Palmer’s cruise ship series take in Alaska, the Caribbean, and Vietnam.


Letting the light in

One of her more famous compatriots, Leonard Cohen, wrote: "There’s a crack in everything that’s how the light gets in.”


And Palmer’s camera of choice, the low-cost, plastic large format Holga, is known for letting the light in.




The Holga is something of a cult-classic among film buffs – prized, oddly, for its light leaks, blur and distortions.


For Palmer a big attraction is the ability to manually-wind the film allowing for multi-exposure and the juxtaposition of sometimes jarring scenes.


The multi-exposure, medium format photos are unlikely to find their way into tourism brochures. There’s a ghostly, discomforting quality to them.


In one a palm tree on a white sand beach with three city-sized cruise ships behind, blends into an image of two parrot and another of a store selling tourist trinkets.


Palmer says passengers onboard the ships are often conscious of the outsize carbon footprint of cruise ships and some make an effort to book with companies that have made efforts to be more sustainable.


But cruise companies go to considerable efforts to conceal or sanitize the realities of the countries being visited.



Carnival Cruises has created a man-made port, Mahogany Bay, near the resort town of Roatan, in Honduras. A of gated community for cruise ship tourist with everything from the white sand on its beaches to the trinkets in its stores is trucked in to create a faux authenticity. 

The only locals are workers bussed in to serve the tourists. In the unlikely event a passenger strikes up a conversation with one of them, the chance of sea level rise, for example, coming up in conversation is close to zero, Palmer says. 


The island states of the Caribbean, like those of Te Moana-nui-a-Kiwa, are among the most at-risk nations on Earth when it comes climate change


Palmer says she’d be keen to take a cruise in the South Pacific to record that reality. 


She’s flying Auckland for the opening of the exhibition and will travel to Te Wai Pounamu to photograph some of the retreating glaciers.


“I feel like a walking contradiction most of the time,” Palmer says in relation to her frequent work trips to photograph climate related topics.


But she feels her images help people view the climate crisis in a different way – it’s not just burning forests, and icebergs melting – it’s us and how we’re living our lives.

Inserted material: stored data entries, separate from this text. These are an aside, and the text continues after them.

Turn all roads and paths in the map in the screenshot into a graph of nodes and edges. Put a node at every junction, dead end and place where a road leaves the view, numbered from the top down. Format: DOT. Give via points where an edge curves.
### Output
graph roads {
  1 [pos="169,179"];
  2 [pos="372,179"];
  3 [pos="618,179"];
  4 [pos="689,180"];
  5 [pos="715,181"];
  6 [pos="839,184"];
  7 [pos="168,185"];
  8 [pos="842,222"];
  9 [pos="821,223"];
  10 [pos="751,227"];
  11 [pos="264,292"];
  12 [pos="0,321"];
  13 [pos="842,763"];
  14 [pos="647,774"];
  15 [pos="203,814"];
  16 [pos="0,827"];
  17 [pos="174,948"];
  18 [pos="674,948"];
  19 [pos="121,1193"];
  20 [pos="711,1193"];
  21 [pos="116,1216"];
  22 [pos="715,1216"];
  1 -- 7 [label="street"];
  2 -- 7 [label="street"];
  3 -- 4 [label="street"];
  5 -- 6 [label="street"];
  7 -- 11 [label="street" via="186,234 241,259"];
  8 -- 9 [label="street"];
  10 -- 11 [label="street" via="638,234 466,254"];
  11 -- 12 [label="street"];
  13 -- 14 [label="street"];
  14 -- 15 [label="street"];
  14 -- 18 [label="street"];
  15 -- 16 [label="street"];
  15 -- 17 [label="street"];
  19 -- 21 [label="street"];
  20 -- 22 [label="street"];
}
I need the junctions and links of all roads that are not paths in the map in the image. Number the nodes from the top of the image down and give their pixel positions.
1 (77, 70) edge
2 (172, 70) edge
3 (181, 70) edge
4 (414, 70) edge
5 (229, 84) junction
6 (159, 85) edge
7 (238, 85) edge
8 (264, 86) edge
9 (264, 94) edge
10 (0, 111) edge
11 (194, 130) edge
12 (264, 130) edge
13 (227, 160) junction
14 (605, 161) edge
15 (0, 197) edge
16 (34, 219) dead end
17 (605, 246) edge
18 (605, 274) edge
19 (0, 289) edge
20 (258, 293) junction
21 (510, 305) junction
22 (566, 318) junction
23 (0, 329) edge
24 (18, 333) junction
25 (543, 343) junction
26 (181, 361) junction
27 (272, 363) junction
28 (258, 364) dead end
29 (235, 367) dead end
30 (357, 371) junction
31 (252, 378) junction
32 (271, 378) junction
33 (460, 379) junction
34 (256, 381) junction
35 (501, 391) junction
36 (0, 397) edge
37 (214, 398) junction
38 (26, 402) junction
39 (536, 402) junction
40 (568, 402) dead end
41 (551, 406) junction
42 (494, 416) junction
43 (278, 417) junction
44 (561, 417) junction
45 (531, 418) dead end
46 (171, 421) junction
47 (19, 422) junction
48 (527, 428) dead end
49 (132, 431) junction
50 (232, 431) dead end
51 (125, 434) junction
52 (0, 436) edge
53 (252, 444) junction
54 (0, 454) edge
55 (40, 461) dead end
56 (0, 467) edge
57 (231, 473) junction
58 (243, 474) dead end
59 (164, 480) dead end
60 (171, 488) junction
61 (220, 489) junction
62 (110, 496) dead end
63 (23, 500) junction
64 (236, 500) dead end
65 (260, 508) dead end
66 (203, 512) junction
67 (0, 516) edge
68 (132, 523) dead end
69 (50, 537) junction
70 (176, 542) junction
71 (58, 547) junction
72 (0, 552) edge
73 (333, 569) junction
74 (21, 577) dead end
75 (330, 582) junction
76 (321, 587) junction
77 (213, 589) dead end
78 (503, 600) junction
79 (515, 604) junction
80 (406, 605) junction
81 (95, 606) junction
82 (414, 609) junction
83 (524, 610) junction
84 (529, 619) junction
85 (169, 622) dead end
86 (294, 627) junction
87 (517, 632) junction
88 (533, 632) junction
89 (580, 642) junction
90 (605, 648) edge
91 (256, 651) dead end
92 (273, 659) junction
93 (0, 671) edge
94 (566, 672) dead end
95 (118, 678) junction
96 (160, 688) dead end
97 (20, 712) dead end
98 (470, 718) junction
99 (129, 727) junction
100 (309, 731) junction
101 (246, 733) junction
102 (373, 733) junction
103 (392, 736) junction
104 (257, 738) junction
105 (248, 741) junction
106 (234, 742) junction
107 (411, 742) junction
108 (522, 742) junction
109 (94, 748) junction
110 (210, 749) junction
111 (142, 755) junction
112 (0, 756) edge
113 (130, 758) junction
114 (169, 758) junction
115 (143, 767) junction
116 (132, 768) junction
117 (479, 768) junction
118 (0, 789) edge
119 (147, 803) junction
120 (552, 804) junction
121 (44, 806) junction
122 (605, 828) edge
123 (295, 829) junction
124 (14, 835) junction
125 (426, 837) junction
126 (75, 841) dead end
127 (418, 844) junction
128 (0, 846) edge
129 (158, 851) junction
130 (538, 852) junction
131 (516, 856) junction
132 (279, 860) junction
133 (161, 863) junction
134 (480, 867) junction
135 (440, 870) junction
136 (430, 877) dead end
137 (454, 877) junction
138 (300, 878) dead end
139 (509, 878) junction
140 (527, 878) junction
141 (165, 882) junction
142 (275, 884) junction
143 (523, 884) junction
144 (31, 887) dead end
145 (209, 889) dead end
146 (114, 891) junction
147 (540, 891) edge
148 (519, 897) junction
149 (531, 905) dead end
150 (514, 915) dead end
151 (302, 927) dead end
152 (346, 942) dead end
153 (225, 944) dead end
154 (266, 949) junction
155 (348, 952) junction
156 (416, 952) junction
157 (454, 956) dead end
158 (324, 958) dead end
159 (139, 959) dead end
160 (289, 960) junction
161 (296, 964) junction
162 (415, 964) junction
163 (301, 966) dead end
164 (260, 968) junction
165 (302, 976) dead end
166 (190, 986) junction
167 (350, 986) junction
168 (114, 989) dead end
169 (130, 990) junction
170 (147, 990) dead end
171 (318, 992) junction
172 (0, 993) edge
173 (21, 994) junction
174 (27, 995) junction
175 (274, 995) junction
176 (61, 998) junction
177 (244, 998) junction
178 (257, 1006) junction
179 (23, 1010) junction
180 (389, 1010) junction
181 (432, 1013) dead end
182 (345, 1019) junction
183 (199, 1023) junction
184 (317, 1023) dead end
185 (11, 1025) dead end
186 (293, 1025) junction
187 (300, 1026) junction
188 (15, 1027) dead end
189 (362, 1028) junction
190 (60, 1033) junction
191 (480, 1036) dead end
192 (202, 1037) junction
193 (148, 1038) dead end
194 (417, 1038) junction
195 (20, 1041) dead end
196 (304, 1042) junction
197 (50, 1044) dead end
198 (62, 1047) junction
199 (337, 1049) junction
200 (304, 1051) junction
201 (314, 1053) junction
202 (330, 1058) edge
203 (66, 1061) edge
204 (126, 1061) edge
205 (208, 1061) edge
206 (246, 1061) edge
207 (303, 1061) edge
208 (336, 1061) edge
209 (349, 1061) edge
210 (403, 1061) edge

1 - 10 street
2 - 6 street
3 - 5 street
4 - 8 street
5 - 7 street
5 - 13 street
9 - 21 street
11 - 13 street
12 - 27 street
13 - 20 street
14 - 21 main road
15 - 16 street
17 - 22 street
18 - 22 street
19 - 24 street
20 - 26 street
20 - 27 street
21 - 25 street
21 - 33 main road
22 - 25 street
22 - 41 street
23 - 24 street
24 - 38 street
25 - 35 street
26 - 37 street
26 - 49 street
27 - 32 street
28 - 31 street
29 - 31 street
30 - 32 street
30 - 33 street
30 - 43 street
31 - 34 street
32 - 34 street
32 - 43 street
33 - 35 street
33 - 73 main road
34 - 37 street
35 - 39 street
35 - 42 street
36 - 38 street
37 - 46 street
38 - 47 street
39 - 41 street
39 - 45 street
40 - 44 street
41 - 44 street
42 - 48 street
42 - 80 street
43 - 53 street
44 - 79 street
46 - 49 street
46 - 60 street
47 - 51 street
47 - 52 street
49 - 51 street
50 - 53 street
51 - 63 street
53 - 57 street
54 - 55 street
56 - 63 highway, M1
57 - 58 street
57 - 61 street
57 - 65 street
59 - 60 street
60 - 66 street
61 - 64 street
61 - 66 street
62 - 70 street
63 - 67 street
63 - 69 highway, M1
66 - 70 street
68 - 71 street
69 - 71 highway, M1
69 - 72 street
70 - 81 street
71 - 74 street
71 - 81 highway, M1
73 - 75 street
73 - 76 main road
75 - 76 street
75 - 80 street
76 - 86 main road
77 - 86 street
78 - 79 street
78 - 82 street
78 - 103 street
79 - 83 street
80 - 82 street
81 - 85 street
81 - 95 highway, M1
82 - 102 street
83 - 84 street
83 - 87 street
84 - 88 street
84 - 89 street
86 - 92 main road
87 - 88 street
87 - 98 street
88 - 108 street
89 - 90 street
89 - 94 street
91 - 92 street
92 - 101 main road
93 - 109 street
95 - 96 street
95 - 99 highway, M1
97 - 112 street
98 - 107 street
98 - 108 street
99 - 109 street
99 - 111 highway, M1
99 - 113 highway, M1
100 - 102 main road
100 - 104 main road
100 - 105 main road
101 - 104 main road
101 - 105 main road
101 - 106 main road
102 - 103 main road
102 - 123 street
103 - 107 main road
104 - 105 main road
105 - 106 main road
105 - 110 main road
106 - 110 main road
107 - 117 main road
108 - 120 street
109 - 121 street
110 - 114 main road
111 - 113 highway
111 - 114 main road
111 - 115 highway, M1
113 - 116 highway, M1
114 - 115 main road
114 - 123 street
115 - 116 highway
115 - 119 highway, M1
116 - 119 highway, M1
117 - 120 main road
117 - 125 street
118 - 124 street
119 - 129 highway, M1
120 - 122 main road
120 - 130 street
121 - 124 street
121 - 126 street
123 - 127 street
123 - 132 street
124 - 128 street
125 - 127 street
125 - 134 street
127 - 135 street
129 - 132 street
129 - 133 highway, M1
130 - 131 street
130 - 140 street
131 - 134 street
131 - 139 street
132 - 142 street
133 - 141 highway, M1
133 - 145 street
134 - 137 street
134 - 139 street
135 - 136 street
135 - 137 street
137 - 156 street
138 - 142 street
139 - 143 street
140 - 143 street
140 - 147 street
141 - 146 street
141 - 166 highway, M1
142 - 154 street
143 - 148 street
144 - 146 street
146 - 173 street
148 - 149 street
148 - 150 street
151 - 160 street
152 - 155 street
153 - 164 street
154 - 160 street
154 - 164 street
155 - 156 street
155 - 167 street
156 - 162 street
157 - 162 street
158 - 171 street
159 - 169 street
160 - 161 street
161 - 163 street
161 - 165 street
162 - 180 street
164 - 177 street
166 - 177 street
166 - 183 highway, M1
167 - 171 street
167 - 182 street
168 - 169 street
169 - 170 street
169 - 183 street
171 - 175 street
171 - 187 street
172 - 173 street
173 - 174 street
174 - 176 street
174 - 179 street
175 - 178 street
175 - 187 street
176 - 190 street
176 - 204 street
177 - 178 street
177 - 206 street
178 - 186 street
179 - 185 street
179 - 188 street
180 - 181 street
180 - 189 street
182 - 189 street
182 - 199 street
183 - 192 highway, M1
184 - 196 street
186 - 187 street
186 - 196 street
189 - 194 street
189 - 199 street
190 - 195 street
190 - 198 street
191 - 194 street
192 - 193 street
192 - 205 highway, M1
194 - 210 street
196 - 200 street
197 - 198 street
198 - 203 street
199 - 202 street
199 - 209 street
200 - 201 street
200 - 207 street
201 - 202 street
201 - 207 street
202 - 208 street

An iceberg may have sunk the Titanic but a world without icebergs will be anything but safe for the cruise ship industry - or life on Planet Earth for that matter.


Cruise ship facts 


  • On average, a cruise ship emits 250g of CO2 per passenger kilometre travelled—much more carbon intensity than a short-haul flight.
  • 214 cruise ships emitted four times as much sulphur as one billion cars last year.
  • A medium-sized cruise ship emits greenhouse gases equivalent to 12,000 cars, and it could dump over 1 billion gallons of untreated sewage into the ocean.
  • 63 cruise ships owned by Carnival Corporation emitted more sulfur oxides than all the cars in Europe in 2022.
  • Cruise ships accounted for 2% of Christchurch’s gross emissions in 2023.
  • Cruise ships generate US$143 billion in economic activity annually and support 1.17 million jobs. 
  • It’s been estimated cruises emit four times the amount of carbon as flying to a similar destination.